With sandy soils, you should add well decomposed manure, compost or rotted leaves. This will improve moisture retention under the lawn.
The top soil needs to be prepared to give a fine, workable soil to a depth of 4 to 5 inches (10 to 12 cm) - if you are adding organic material, you should aim for a minimum depth of 6 inches (15 cm). If the area of the lawn is fairly small, it can be prepared by hand using a spade. For larger areas it is worth using a rotavator - borrowing or hiring one if necessary.
When starting to prepare the soil, it needs to be not too dry and not too wet. Start by digging or rotavating the whole area to the required depth, breaking down any large clumps of soil and remove any stones or rubbish that you see. When digging, work backwards so you don't tread down the soil you've just broken up.
Having turned over the whole area and broken down the soil, add half of anything you need to dig in, and dig over or rotavate the whole area again. Add the other material to be dug in, and again go over the whole area.
Rake over the area to level it, removing any vegetation and stones/rubbish which appears.
Leave the area to settle for a week.
If a lot of weeds or vegetation appear in the week, consider using a non-residual herbicide to kill them off. Carefully follow the instructions and leave the soil for the recommended period before proceeding.
Rake over the area again and remove any more vegetation and stones/rubbish which appears.
Tread down the entire area - starting are one corner, walk slowly across the area placing one foot in front of the other, when you reach the other end, turn around and repeat until the whole area has been trod down (if the area is large, get help from your family and friends - I've not heard of a 'lawn walking party' but there's no reason not to have one!). The first time you do this, you'll probably find some humps and dips, remove these by giving the surface a light racking and repeat the treading down.
Sow the lawn on a wind free day, just before you start sowing, give the area a final raking.
Divide the quantity of seeds into two, (it is better to sow two lighter sowings rather than one heavier). If the area to be sown is large, you can divide the seeds further, this will reduce the chances of covering three quarters of the area and finding that all the seed has gone.
Sow one covering of seeds while walking in one direction, and the second sowing while walking at right-angles to the first covering.
Lightly rake the seed into the top of the soil, you won't cover all the seed but try to cover about half.
Grass seed should germinate and show within 7 to 21 days depending upon the weather, do not walk on it during this period.
If a dry period occurs in this period, use a gentle watering technique (a garden sprinkler or hose with a fine spray attachment pointed skywards) to keep the top of the soil moist. Too mach water applied in the early days can float the individual seeds into concentrations.
If possible, protect the area from birds and domestic pets, chicken wire is ideal but probably impractical except for small areas. On larger areas, tin foil attached to string stretched across the area may help.

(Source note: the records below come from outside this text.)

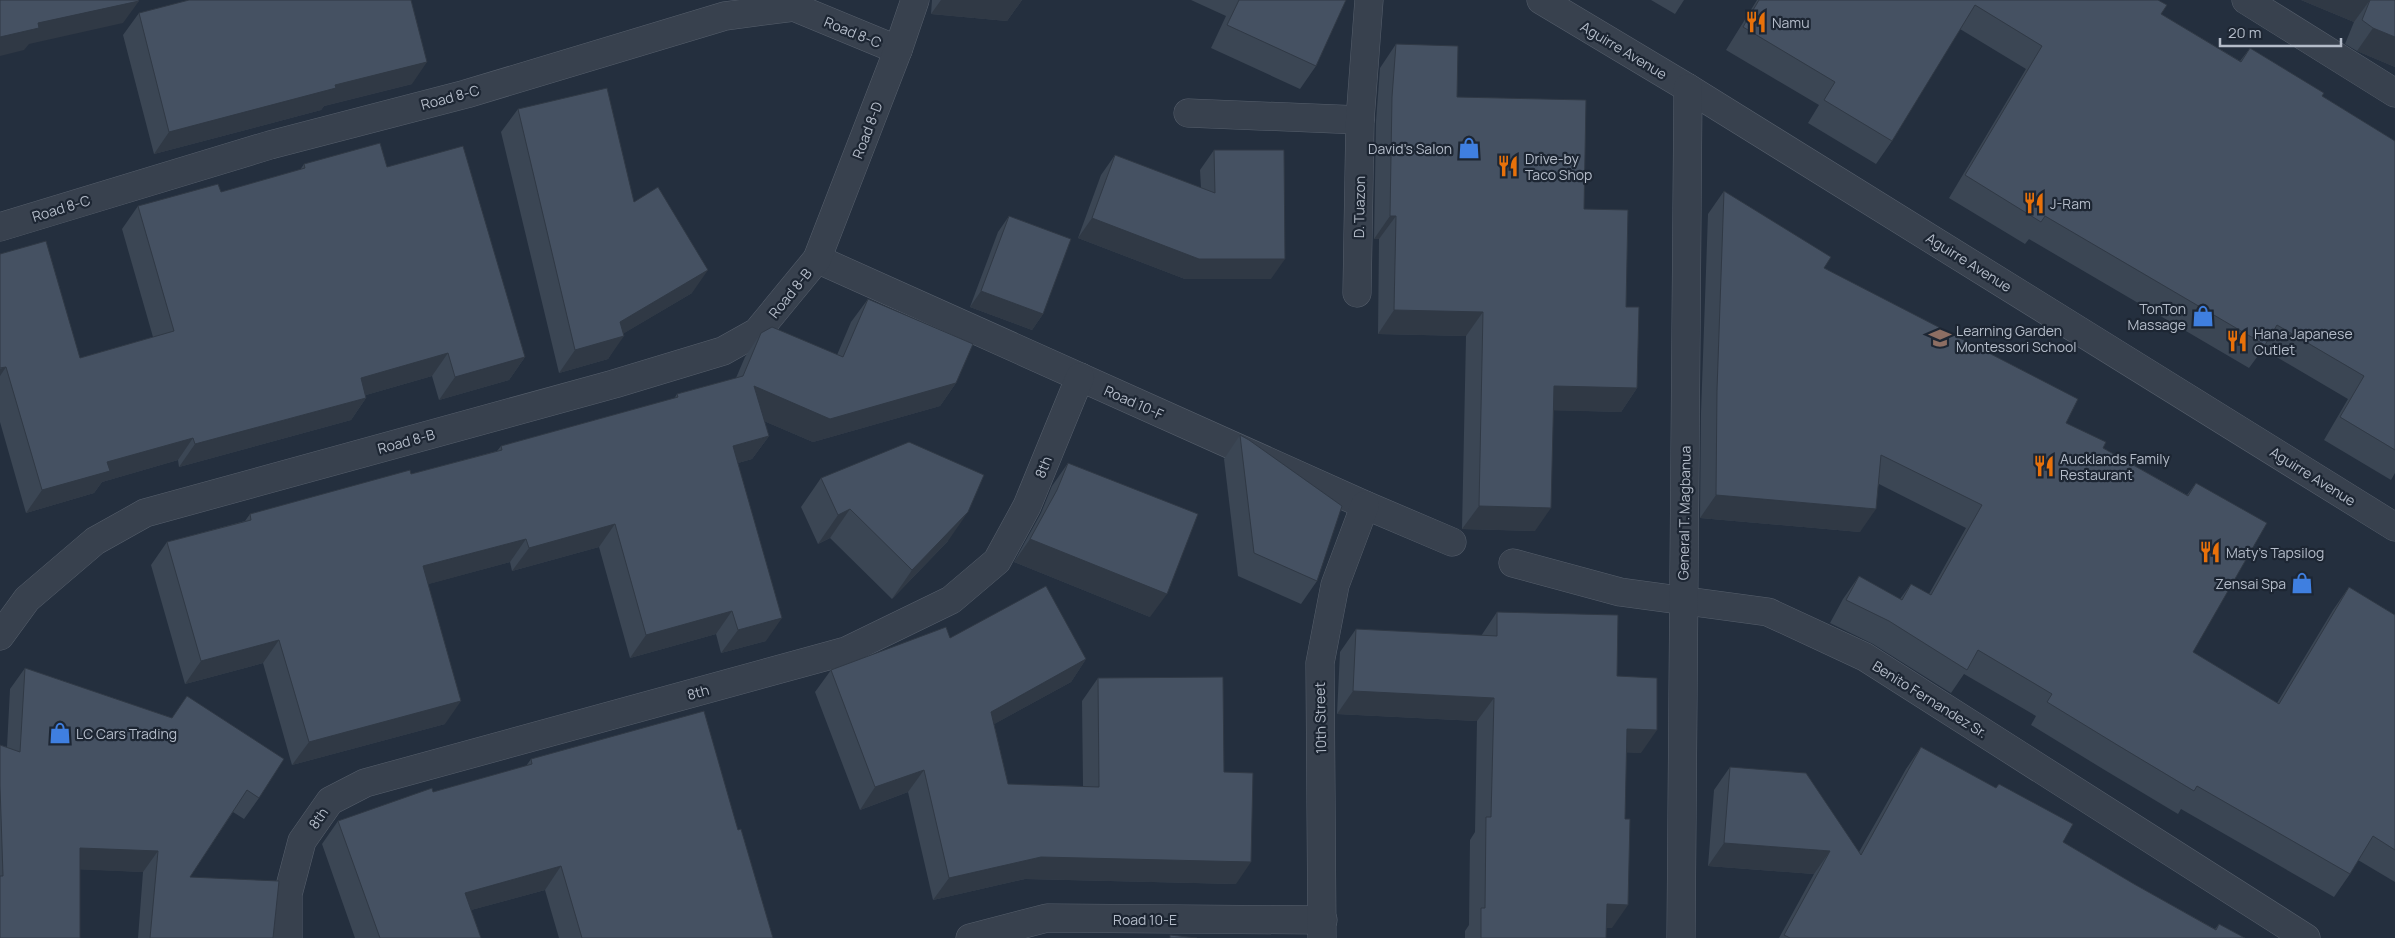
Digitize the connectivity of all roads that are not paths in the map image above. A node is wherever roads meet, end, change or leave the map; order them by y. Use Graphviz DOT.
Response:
graph roads {
  1 [pos="915,0"];
  2 [pos="1369,0"];
  3 [pos="1541,0"];
  4 [pos="2246,0"];
  5 [pos="898,50"];
  6 [pos="1688,88"];
  7 [pos="2395,93"];
  8 [pos="1188,113"];
  9 [pos="1360,120"];
  10 [pos="0,227"];
  11 [pos="817,259"];
  12 [pos="1358,293"];
  13 [pos="1080,377"];
  14 [pos="1365,506"];
  15 [pos="2395,527"];
  16 [pos="1452,542"];
  17 [pos="1513,563"];
  18 [pos="1683,602"];
  19 [pos="0,636"];
  20 [pos="1323,929"];
  21 [pos="288,938"];
  22 [pos="970,938"];
  23 [pos="1681,938"];
  24 [pos="2306,938"];
  1 -- 5 [label="street, Road 8-D"];
  2 -- 9 [label="street, D. Tuazon"];
  3 -- 6 [label="street, Aguirre Avenue"];
  4 -- 7 [label="street"];
  5 -- 10 [label="street, Road 8-C"];
  5 -- 11 [label="street, Road 8-D"];
  6 -- 15 [label="street, Aguirre Avenue"];
  6 -- 18 [label="street, General T. Magbanua"];
  8 -- 9 [label="street"];
  9 -- 12 [label="street, D. Tuazon"];
  11 -- 13 [label="street, Road 10-F"];
  11 -- 19 [label="street, Road 8-B"];
  13 -- 14 [label="street, Road 10-F"];
  13 -- 21 [label="street, 8th"];
  14 -- 16 [label="street, Road 10-F"];
  14 -- 20 [label="street, 10th Street"];
  17 -- 18 [label="street, Benito Fernandez Sr."];
  18 -- 23 [label="street, General T. Magbanua"];
  18 -- 24 [label="street, Benito Fernandez Sr."];
  20 -- 22 [label="street, Road 10-E"];
}
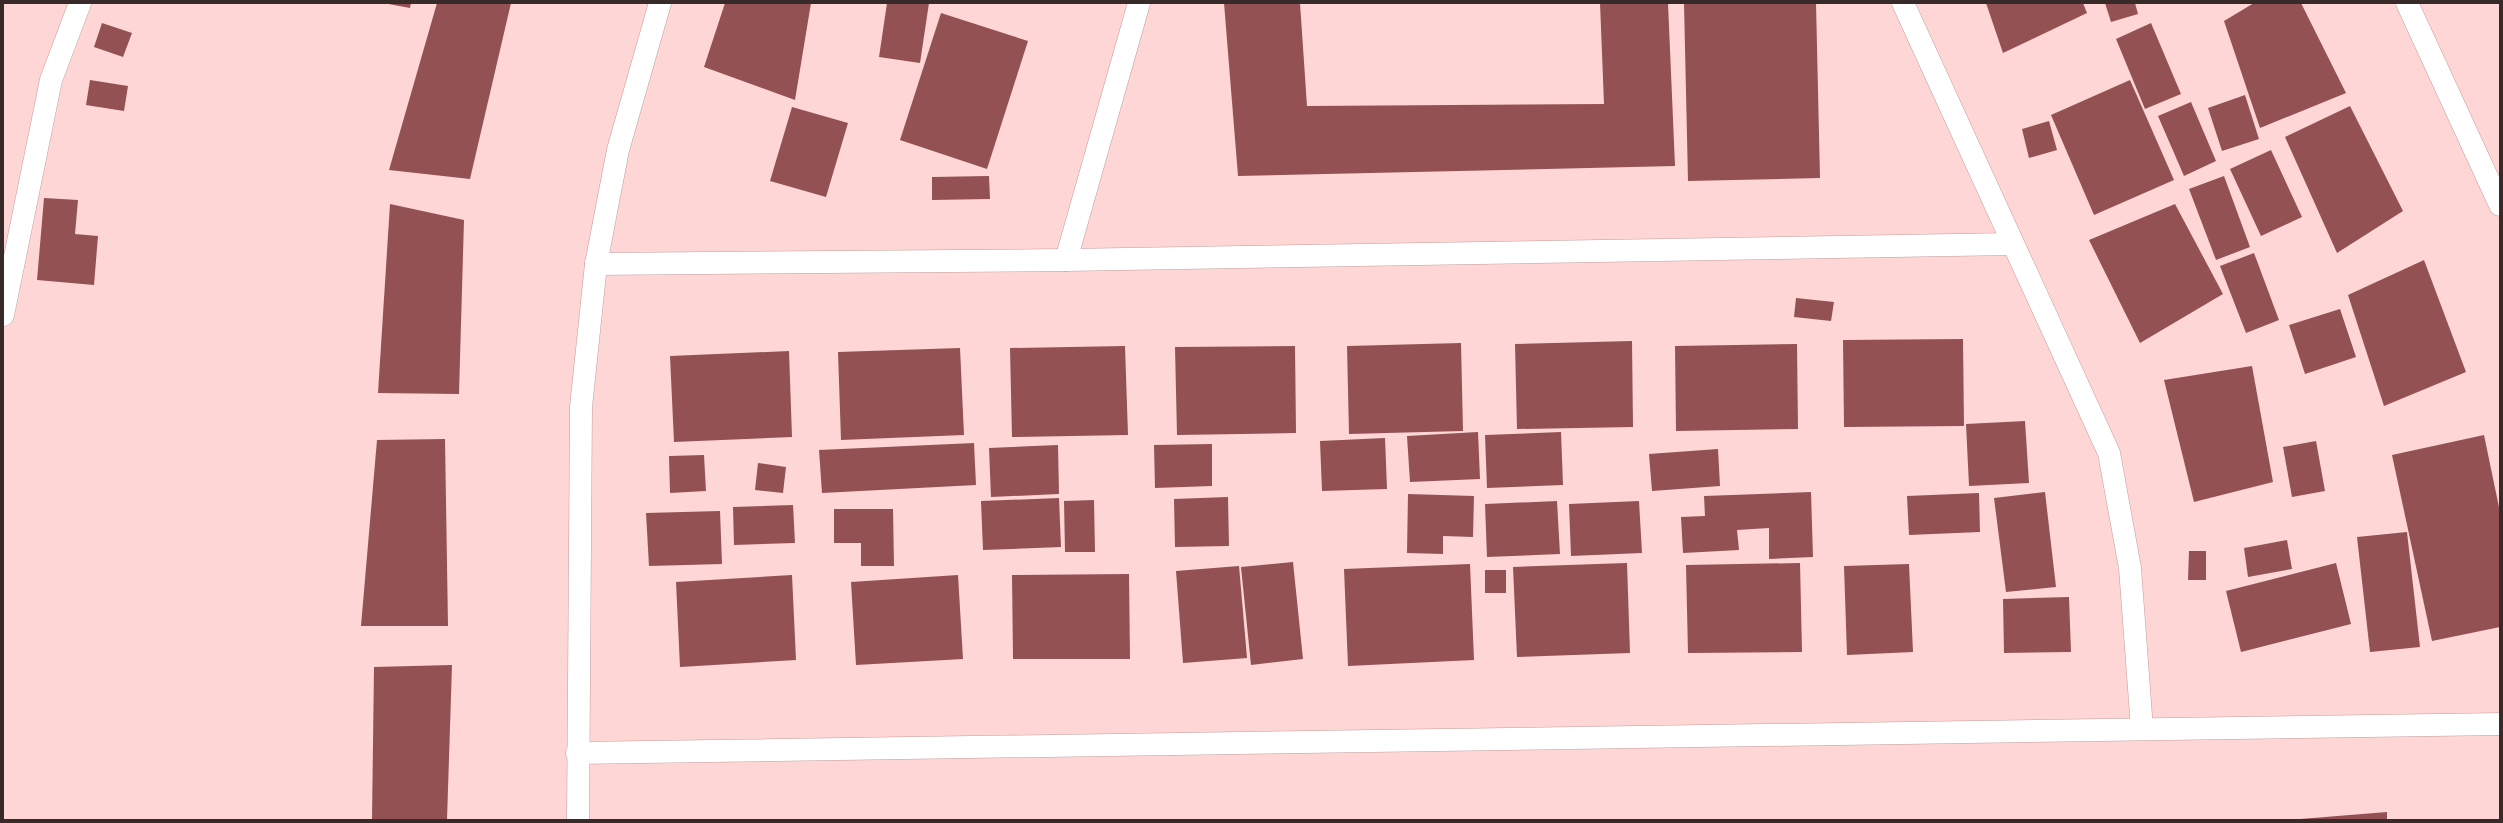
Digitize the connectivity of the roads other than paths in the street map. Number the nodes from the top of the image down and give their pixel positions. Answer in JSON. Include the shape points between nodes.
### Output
{"nodes":[{"id":1,"x":80,"y":3,"type":"edge"},
{"id":2,"x":660,"y":3,"type":"edge"},
{"id":3,"x":1139,"y":3,"type":"edge"},
{"id":4,"x":1903,"y":3,"type":"edge"},
{"id":5,"x":2408,"y":3,"type":"edge"},
{"id":6,"x":2500,"y":205,"type":"edge"},
{"id":7,"x":2012,"y":244,"type":"junction"},
{"id":8,"x":1066,"y":260,"type":"junction"},
{"id":9,"x":596,"y":264,"type":"junction"},
{"id":10,"x":3,"y":316,"type":"edge"},
{"id":11,"x":2500,"y":724,"type":"edge"},
{"id":12,"x":2142,"y":729,"type":"junction"},
{"id":13,"x":577,"y":753,"type":"junction"},
{"id":14,"x":578,"y":820,"type":"edge"}],
"edges":[{"from":1,"to":10,"type":"street","via":[[51,80]]},
{"from":2,"to":9,"type":"street","via":[[618,150]]},
{"from":3,"to":8,"type":"street"},
{"from":4,"to":7,"type":"street"},
{"from":5,"to":6,"type":"street"},
{"from":7,"to":8,"type":"street"},
{"from":7,"to":12,"type":"street","via":[[2109,453],[2130,568]]},
{"from":8,"to":9,"type":"street"},
{"from":9,"to":13,"type":"street","via":[[581,407]]},
{"from":11,"to":12,"type":"street"},
{"from":12,"to":13,"type":"street"},
{"from":13,"to":14,"type":"street"}]}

When the grass is about 1 inch (2.5 cm) high, gently roll the area with a light garden roller. Alternatively, if you have a cylinder mower, set the blades as high as possible and use this. Or carefully tread the area in the same way as was done before the grass seed was sown.
Leave mowing the grass until it is about 3 inches (7.5 cm) high and then lightly mow with the cutter set to about 2 inch (5 cm). If not using a cylinder mower, lightly roll (or tread) the area after the lawn has been cut.
Reduce the cutting height with each subsequent mowing (and roll after each mowing) but don't cut lower than 1 inch (2.5 cm) during the first season.
Keep playing children and pets off the lawn for the first season, seedlings are delicate plants and need time to become established.